Die Entwicklung der visuellen Wahrnehmung nach erfolgreicher Behandlung von angeborener Blindheit und einem damit verbundenen späten Erwerb des Augenlichts

Consider the following: you've been blind from birth for years and the image of the external world has never reached your retina. Suddenly, this obstacle is removed. What exactly will you be able you see? Can you visually recognize everyday objects? Will an object (e.g. a ball) that you've easily recognized through touch, be immediately recognized from its newly seen visual image. This is the famous philosophical question put by Molyneux in the 17th century, to which we still do not have a full answer. Recently, Sinha and colleagues have addressed this issue directly by studying children with congenital cataract, who were surgically treated only years after birth. Their results suggest that visual-tactile matching is not immediate, but can be established within days after surgery. However, the general issue of visual learning under these conditions is far from being understood. Other studies on sight recovery show that some aspects of learning to see properly are very difficult, if not impossible, if sight is recovered late in life. Even though some initial studies have been conducted with sight-recovered children and adults, we still lack both a detailed empirical knowledge, as well as a theoretical understanding, of what are the possibilities and limitations of sight-recovery, which can guide visual learning and rehabilitation. 

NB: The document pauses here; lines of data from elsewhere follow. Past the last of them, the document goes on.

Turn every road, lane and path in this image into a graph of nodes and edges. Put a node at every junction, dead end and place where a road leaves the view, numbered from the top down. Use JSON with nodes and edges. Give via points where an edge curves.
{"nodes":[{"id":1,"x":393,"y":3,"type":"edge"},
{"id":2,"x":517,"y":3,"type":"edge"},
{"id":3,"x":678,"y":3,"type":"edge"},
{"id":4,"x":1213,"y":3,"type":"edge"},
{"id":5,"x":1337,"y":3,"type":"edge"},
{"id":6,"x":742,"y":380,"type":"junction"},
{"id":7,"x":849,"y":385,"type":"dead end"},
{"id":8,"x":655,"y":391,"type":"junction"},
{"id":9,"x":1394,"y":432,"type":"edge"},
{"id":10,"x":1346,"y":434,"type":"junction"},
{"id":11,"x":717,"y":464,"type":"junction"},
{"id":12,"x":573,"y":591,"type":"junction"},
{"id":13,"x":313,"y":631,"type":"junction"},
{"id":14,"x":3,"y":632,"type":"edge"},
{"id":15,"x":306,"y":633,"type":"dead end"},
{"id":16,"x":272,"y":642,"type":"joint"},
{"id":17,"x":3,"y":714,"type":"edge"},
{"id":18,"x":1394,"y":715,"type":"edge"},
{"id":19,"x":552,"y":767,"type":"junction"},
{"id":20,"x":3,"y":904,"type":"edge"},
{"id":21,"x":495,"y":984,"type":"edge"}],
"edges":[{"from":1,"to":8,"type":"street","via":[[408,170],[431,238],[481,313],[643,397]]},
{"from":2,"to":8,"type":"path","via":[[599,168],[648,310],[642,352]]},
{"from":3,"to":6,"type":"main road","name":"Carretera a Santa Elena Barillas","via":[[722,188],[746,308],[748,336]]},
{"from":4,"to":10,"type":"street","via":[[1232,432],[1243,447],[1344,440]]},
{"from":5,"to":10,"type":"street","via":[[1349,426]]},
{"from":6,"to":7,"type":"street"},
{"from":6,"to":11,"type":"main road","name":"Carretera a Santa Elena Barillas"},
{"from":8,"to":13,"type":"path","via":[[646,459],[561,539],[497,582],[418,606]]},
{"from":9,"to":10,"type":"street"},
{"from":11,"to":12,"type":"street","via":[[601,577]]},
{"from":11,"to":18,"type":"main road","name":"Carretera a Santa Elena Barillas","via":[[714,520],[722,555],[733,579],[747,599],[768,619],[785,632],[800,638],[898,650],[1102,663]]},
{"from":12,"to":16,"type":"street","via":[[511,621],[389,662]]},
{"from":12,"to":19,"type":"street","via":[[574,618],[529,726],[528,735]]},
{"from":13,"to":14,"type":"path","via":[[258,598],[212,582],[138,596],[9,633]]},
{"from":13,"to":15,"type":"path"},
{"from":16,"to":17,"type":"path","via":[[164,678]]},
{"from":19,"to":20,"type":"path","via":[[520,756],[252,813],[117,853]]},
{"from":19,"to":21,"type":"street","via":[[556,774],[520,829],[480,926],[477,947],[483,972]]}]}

For example, we wish to know, whether there are critical periods for the learning process. Can sight-recovery patients learn to use their vision in order to understand different aspects of their physical environment, recognize objects, the actions of other people, and social interactions between people? How is sight-recovery similar to, and different from, normal visual learning in infancy and early childhood? Can visual cues used in infant learning be adapted to guide sight-recovery? Is action required for learning? What is the contribution of the other sensory modalities in recovering visual perception? For example, will sight-recovered children easily recognize views of hands and other body parts, which they have been using all along, and to what degree can these children use their hands to perform visually guided actions? More generally, is haptic experience enough to generate an internal model of the visual object? And if there is a multimodal representation, does this require massive learning to integrate the information available from the unimodal representations? Is an object representation unique for each sensory modality, or is there also a multimodal representation of the object? Questions like these probe the core of perception and its acquisition, and are fundamental to our understanding of how perception and cognitions are formed. Sight-recovery offers a unique perspective to study them.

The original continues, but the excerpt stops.